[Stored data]
★ ★ ★ ★ ★

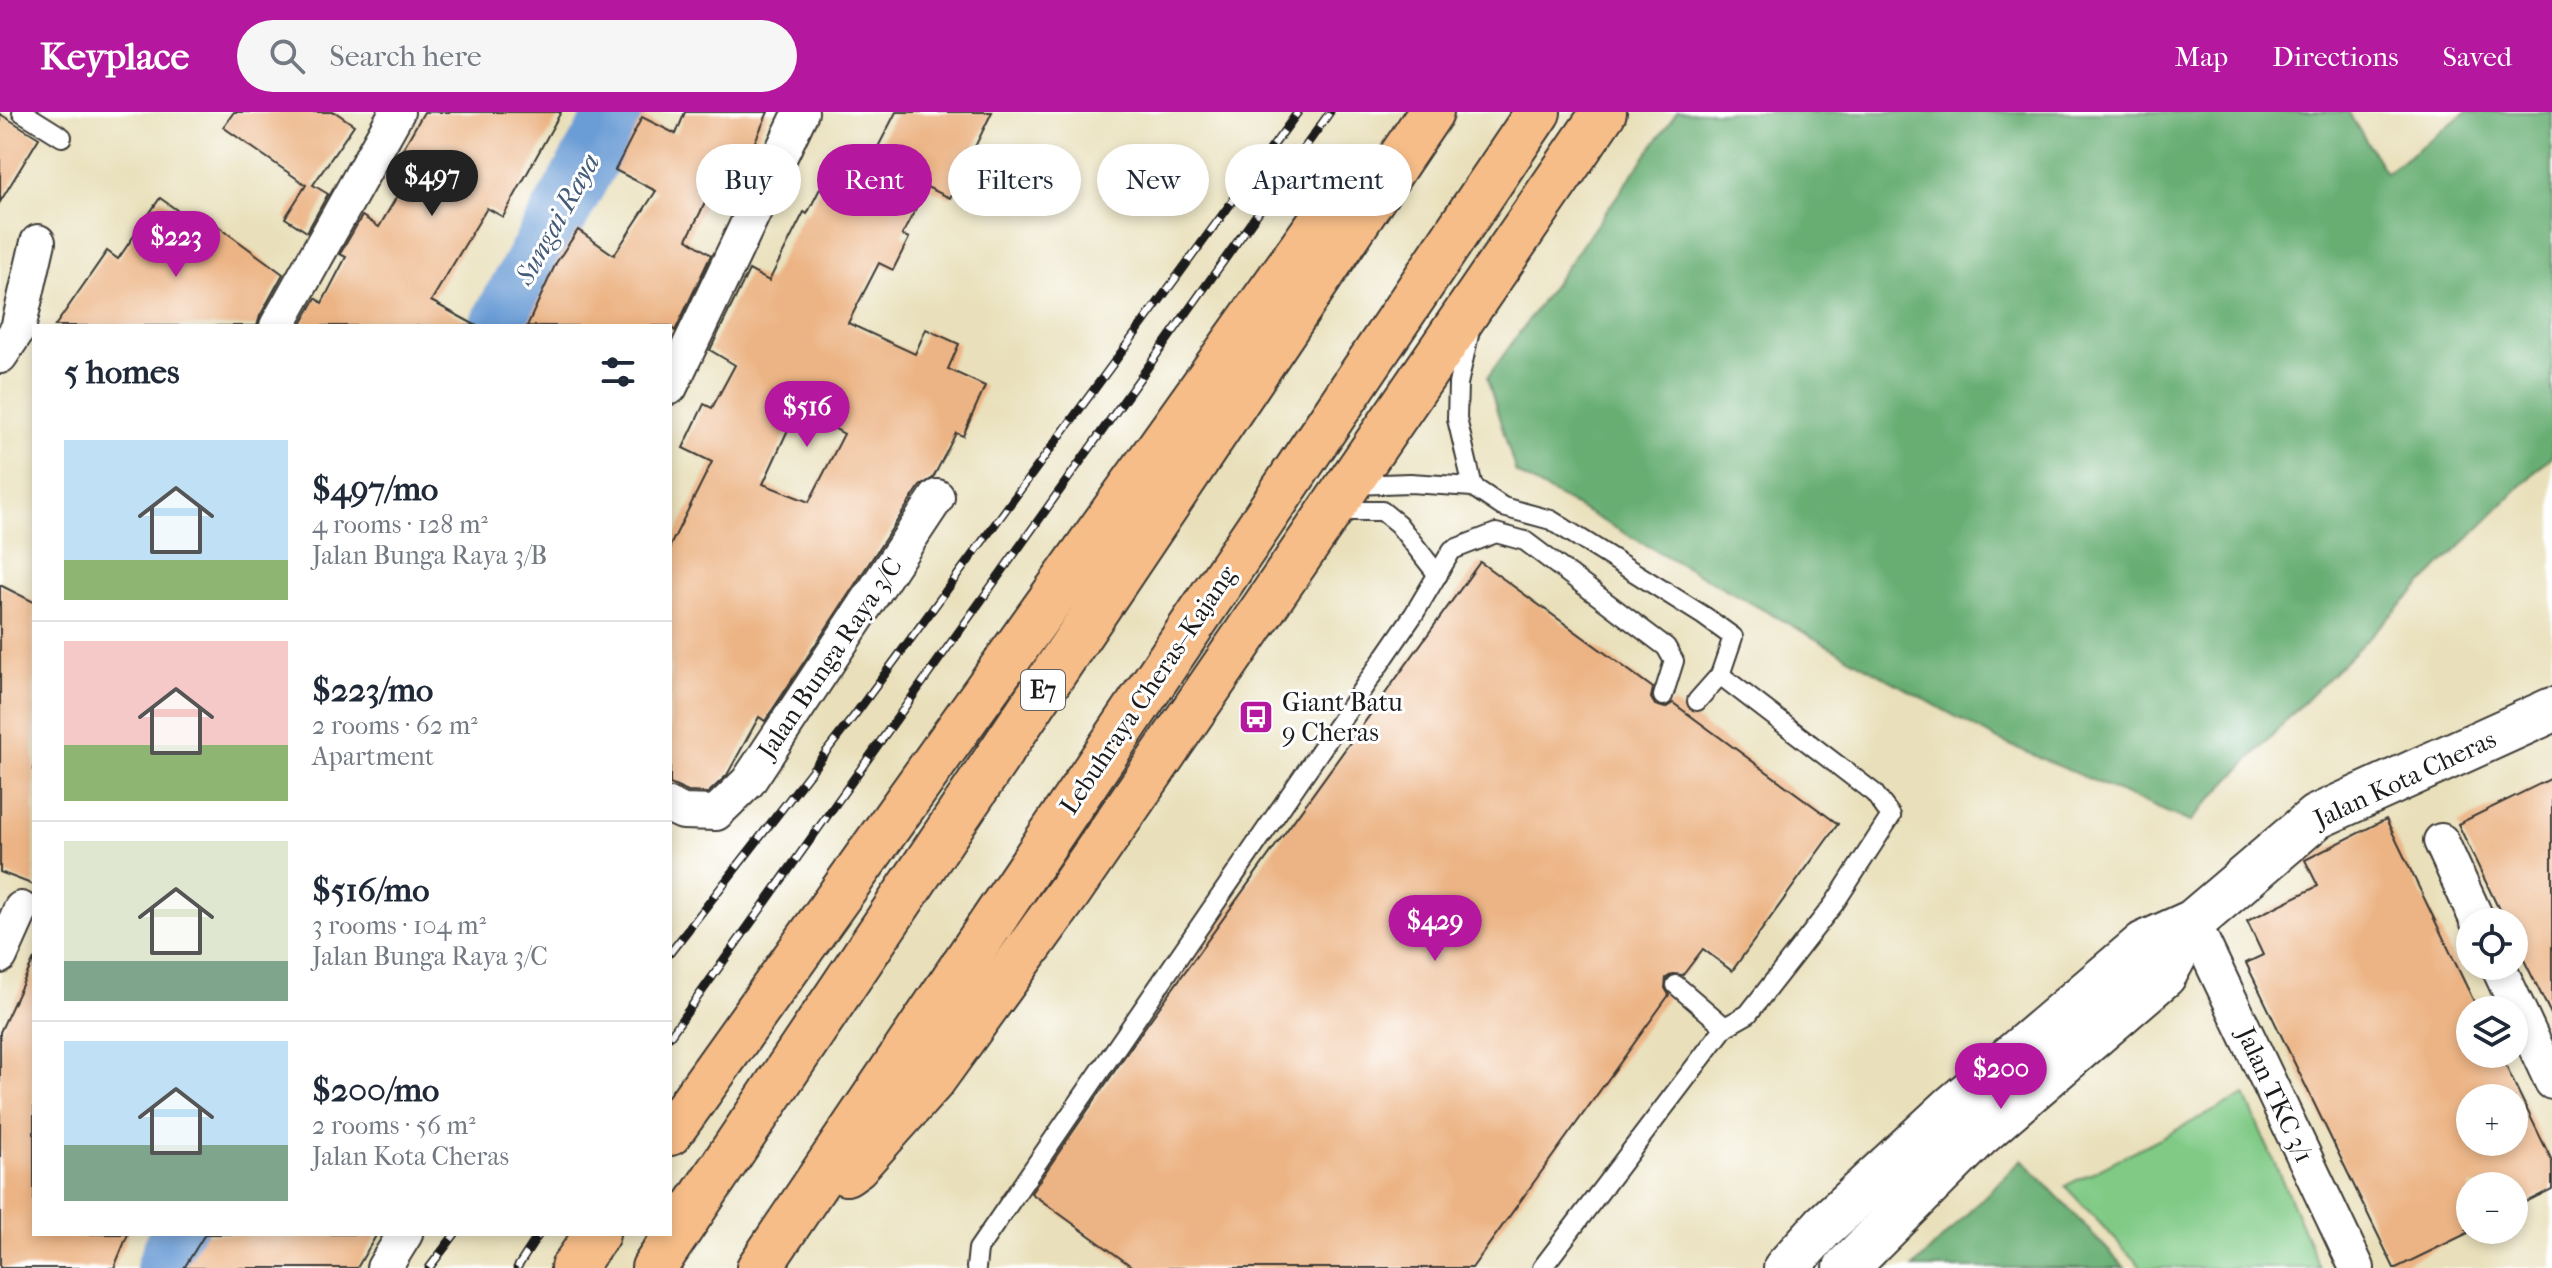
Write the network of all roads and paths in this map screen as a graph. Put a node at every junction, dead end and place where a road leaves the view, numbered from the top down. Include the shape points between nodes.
1 (22, 112) edge
2 (397, 112) edge
3 (801, 112) edge
4 (1399, 112) edge
5 (1431, 112) edge
6 (1538, 112) edge
7 (1604, 112) edge
8 (62, 137) dead end
9 (38, 242) dead end
10 (1476, 300) junction
11 (278, 324) edge
12 (0, 356) edge
13 (672, 383) edge
14 (1473, 487) junction
15 (937, 497) dead end
16 (1338, 498) junction
17 (1503, 507) junction
18 (1525, 541) junction
19 (1438, 575) junction
20 (1720, 675) junction
21 (1663, 696) dead end
22 (1697, 701) dead end
23 (2552, 710) edge
24 (672, 807) edge
25 (2441, 841) dead end
26 (18, 908) edge
27 (2472, 908) edge
28 (2193, 922) junction
29 (0, 956) edge
30 (2505, 980) edge
31 (1676, 985) dead end
32 (1725, 1027) junction
33 (2552, 1082) edge
34 (672, 1130) edge
35 (797, 1211) junction
36 (404, 1236) edge
37 (596, 1236) edge
38 (384, 1268) edge
39 (573, 1268) edge
40 (654, 1268) edge
41 (759, 1268) edge
42 (976, 1268) edge
43 (1542, 1268) edge
44 (1786, 1268) edge
45 (1846, 1268) edge
46 (2357, 1268) edge

1 - 8 lane
2 - 11 street
3 - 13 street
4 - 34 highway
5 - 40 highway, E7
6 - 35 highway, Lebuhraya Cheras–Kajang
7 - 10 highway
9 - 12 street via 18,329
10 - 14 lane via 1458,384 1457,419
10 - 16 highway
14 - 16 lane via 1385,482
14 - 17 lane
15 - 24 street, Jalan Bunga Raya 3/C via 748,782 716,813
16 - 19 lane via 1382,511
16 - 35 highway via 1187,723 933,1080 856,1166
17 - 18 lane
17 - 20 lane via 1551,520 1733,637
18 - 19 lane via 1496,533 1471,541 1452,550
18 - 21 lane via 1666,647 1674,661
19 - 42 lane via 978,1249
20 - 22 lane
20 - 32 lane via 1874,793 1891,816 1834,904 1748,1014
23 - 28 street, Jalan Kota Cheras via 2316,817
25 - 27 street
26 - 29 street
28 - 44 street, Jalan Kota Cheras via 2144,944 1954,1106
28 - 45 street, Jalan Kota Cheras via 2164,975 1979,1135
28 - 46 street, Jalan TKC 3/1
30 - 33 street
31 - 32 lane
32 - 43 lane
35 - 41 highway, Lebuhraya Cheras–Kajang
36 - 38 street
37 - 39 highway

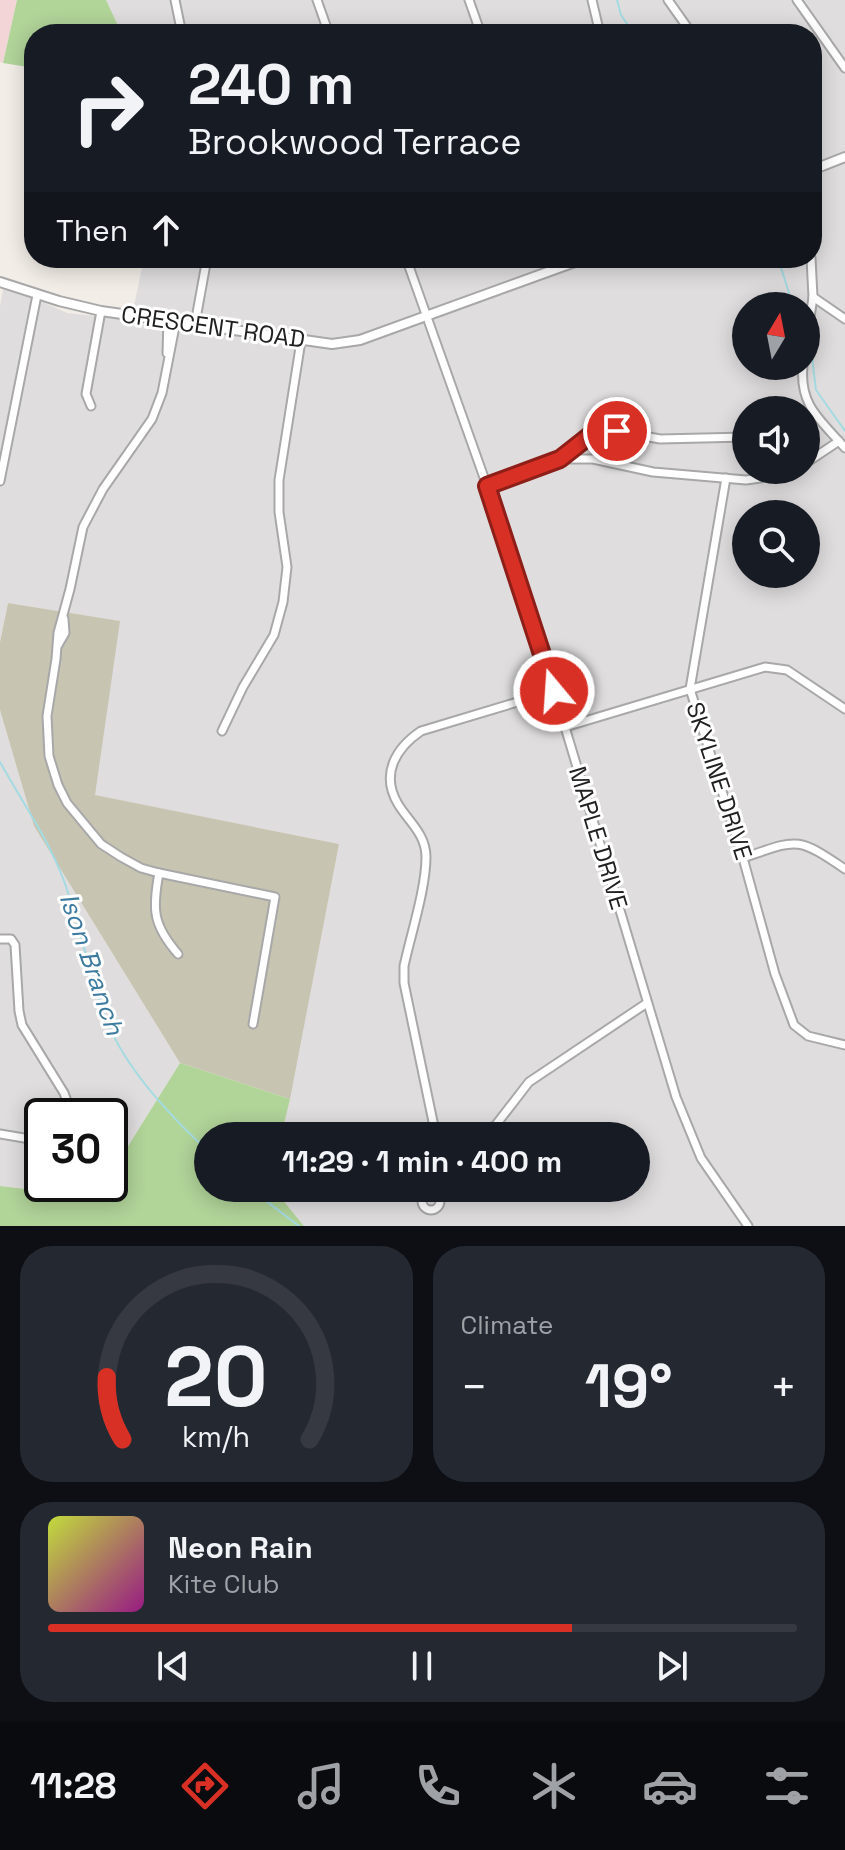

★ ★ ★ ★ ★

WHAT IS NEEDED
Go through the data line by line and work out how many lines contain "Kota". Give only that number.

ANSWER BELOW
3